TASK TO CARRY OUT: Show each line of the records in which the word "true" occurs.

[DATA SHOWN — start]

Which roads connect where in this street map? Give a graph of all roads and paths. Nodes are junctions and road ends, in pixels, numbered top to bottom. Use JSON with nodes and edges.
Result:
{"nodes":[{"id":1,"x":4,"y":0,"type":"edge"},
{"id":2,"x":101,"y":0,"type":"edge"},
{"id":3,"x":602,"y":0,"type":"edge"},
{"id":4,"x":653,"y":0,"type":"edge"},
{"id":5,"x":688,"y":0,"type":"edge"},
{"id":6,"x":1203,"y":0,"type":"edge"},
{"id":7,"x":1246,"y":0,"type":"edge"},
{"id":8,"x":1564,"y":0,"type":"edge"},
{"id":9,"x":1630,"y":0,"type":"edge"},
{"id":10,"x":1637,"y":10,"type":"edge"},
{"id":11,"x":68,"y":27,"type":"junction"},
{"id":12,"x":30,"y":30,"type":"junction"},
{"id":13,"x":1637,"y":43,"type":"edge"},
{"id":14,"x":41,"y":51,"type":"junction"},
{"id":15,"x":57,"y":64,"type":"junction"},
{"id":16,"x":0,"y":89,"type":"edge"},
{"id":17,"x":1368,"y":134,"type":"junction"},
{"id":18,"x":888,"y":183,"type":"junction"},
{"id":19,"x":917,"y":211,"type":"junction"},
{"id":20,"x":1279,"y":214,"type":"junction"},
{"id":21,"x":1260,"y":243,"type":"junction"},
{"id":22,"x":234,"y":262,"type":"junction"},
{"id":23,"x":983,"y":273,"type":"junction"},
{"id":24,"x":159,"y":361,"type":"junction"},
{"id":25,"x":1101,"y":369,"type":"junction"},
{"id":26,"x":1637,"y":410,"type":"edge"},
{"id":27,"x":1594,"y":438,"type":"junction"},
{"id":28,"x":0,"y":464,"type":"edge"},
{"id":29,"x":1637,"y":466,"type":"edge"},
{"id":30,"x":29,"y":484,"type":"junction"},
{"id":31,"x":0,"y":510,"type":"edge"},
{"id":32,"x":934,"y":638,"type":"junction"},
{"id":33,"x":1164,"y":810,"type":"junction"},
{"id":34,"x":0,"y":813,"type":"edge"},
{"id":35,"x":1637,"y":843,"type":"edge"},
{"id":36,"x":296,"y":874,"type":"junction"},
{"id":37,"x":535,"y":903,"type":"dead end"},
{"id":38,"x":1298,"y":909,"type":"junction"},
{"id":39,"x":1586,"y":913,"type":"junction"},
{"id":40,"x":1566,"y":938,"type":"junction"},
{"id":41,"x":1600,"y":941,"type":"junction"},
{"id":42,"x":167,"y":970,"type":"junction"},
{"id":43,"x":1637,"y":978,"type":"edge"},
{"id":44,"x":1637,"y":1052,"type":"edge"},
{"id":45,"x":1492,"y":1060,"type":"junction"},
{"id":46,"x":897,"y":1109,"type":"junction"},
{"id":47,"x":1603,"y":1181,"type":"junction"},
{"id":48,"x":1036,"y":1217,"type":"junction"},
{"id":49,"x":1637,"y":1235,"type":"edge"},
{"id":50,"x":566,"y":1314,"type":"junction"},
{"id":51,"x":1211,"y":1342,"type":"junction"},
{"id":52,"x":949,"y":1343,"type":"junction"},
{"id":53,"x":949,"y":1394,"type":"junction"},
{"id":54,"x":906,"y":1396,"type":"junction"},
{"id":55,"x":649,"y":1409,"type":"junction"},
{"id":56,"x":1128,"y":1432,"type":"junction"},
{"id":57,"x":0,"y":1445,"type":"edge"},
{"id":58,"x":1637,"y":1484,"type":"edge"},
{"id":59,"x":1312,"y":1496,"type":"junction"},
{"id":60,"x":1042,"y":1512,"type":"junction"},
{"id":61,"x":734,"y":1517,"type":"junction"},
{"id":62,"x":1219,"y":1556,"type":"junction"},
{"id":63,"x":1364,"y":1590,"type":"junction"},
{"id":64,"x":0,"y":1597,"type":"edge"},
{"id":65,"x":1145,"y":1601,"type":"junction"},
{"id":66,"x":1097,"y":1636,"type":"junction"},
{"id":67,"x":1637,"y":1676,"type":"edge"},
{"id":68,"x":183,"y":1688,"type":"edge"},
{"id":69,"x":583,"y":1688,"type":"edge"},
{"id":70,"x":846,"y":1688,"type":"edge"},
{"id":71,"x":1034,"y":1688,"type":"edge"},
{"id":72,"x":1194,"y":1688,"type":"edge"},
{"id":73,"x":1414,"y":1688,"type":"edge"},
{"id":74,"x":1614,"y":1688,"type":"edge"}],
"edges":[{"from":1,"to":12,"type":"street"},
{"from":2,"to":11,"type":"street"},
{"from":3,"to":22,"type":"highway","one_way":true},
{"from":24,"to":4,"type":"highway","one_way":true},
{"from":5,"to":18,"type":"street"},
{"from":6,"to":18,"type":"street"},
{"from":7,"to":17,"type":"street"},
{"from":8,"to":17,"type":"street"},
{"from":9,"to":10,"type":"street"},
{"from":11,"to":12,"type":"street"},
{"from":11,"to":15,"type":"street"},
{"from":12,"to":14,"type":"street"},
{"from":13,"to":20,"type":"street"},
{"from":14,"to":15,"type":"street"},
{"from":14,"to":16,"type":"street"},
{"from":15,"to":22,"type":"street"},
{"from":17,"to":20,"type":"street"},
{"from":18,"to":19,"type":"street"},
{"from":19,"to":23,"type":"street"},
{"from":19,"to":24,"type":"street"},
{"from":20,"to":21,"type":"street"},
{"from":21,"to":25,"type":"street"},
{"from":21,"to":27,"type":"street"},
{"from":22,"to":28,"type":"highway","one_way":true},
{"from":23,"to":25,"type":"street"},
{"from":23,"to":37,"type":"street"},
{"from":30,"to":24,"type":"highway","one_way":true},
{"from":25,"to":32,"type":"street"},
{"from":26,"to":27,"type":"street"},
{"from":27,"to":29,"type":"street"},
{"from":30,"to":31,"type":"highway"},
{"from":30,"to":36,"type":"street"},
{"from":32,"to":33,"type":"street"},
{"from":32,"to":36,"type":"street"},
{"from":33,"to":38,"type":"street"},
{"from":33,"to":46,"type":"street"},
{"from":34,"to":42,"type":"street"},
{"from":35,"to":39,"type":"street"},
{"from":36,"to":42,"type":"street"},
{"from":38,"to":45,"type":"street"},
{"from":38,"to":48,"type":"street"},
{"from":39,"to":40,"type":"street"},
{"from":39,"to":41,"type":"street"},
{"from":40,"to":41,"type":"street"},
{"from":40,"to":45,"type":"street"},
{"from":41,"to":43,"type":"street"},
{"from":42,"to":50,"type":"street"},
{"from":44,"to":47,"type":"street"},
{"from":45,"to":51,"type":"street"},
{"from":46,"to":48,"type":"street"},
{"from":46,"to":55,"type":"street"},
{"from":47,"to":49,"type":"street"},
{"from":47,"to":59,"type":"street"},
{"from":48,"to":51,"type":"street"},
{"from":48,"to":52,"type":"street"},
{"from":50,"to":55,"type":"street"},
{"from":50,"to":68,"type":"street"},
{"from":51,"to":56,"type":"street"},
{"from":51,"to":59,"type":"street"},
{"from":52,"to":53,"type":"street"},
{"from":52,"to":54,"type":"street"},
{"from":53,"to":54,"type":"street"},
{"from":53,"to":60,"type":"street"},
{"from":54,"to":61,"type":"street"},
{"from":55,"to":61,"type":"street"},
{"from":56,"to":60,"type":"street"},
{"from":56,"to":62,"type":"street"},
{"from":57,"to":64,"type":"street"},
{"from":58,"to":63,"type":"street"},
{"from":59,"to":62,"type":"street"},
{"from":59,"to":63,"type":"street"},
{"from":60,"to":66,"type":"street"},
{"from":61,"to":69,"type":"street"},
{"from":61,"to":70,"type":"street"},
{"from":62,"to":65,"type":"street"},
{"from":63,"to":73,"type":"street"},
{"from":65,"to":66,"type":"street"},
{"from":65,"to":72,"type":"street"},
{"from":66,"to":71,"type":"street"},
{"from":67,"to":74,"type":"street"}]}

[DATA SHOWN — finish]

EXPECTED ANSWER:
{"from":3,"to":22,"type":"highway","one_way":true},
{"from":24,"to":4,"type":"highway","one_way":true},
{"from":22,"to":28,"type":"highway","one_way":true},
{"from":30,"to":24,"type":"highway","one_way":true},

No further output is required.